Nerves and blood vessels make up the spermatic cord, as well as the vas deferens, which is the duct responsible for carrying the sperm away from the testes.  An emasculator is then used to effectively crush and sever the spermatic cord.

Emasculators are used in all castrations today, as they are the safest way to prevent bleeding post-operatively, says Dr. Christina Cable DVM of Early Winter Equine Medicine and Surgery in Lansing, New York.   But the biggest improvement in equine castration is the drugs involved.

The procedure has dramatically been made easier for the horse and the practitioner with the newer drugs we have, adds Dr. Peters.  Over the past ten years there has been a much higher priority placed on pain management.  In the past, the horse just had to tough it out for five to seven days following surgery.  Now most vets use some type of post operative pain management.

Cut Proud?

A gelding that continues to act like a stallion is often said to be proud cut.  This is a layman’s term that is used to denote a horse that, when gelded, some of the tissue responsible for producing testosterone was inadvertently left in the horse, explains Cable.   In reality, the probability of a horse actually being ëproud cut’ is quite small.  Yet, many geldings are still too quickly labeled as such.
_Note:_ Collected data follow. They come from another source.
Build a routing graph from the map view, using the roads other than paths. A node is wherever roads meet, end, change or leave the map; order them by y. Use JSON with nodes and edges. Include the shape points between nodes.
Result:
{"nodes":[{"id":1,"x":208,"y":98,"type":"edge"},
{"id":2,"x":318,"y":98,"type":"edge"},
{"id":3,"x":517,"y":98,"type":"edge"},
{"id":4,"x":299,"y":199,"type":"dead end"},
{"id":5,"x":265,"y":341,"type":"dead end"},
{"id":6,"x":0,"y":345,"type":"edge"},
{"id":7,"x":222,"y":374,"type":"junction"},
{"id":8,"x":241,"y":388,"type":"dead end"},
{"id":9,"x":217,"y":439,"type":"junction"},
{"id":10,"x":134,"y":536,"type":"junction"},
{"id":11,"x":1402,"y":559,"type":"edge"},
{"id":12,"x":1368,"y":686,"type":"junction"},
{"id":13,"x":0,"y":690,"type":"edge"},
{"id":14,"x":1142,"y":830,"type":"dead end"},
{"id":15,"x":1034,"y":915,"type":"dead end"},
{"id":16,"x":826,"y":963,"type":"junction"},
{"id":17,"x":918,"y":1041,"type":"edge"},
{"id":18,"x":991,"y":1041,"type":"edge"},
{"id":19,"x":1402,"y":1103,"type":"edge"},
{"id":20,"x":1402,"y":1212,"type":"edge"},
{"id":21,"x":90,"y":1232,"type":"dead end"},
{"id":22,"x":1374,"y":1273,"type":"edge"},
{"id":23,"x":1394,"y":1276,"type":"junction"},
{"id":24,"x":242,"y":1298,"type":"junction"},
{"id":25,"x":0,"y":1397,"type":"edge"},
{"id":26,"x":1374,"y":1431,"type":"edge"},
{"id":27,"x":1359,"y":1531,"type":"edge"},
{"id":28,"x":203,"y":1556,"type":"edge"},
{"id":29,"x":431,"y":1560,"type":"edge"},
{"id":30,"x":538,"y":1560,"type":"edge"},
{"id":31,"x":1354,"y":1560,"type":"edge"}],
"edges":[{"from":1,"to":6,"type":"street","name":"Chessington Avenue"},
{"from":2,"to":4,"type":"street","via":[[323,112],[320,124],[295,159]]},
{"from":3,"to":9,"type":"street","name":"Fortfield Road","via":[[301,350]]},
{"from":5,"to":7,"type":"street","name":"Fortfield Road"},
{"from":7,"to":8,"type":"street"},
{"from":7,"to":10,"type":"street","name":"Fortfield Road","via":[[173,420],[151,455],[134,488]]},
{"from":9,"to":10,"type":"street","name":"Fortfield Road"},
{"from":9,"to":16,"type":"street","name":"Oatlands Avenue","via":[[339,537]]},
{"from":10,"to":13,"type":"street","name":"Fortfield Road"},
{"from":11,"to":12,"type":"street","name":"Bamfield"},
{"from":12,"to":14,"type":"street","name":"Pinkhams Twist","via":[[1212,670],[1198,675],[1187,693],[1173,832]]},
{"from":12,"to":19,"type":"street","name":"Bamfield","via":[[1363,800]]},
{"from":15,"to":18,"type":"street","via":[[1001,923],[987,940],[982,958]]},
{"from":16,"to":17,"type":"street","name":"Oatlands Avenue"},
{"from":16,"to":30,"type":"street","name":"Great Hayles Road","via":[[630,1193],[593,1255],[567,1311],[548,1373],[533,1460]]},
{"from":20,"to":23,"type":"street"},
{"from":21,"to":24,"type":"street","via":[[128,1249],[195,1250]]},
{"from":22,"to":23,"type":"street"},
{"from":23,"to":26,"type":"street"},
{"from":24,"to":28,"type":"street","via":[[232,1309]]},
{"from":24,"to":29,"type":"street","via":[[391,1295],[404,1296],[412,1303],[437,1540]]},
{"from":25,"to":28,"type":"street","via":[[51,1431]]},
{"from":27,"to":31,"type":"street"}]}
In some cases, excessive stallion like behavior may actually be due to hyperactivity of the adrenal gland, a testosterone-producing gland located close to the kidneys.

It certainly is a true condition from a behavioral standpoint, says Peters.  It is often blamed on horses with bad manners, when in fact it has nothing to do with that.  I’ve done many testosterone assays that came back negative on geldings with behavioral problems.   Proper training and handling will go a long way in correcting these horses.  There are some horses that always retain their natural herding instinct even if they are correctly trained and castrated.  In those cases the best alternative is to just separate them.

It takes time for hormone levels in the newly gelded horse to drop.  Depending on what age your colt was gelded it may take as long as six months for him to forget that he was a stallion.  In order to gain the utmost in behavior modification through castration you will need to have a veterinarian geld your colt before he reaches sexual maturity.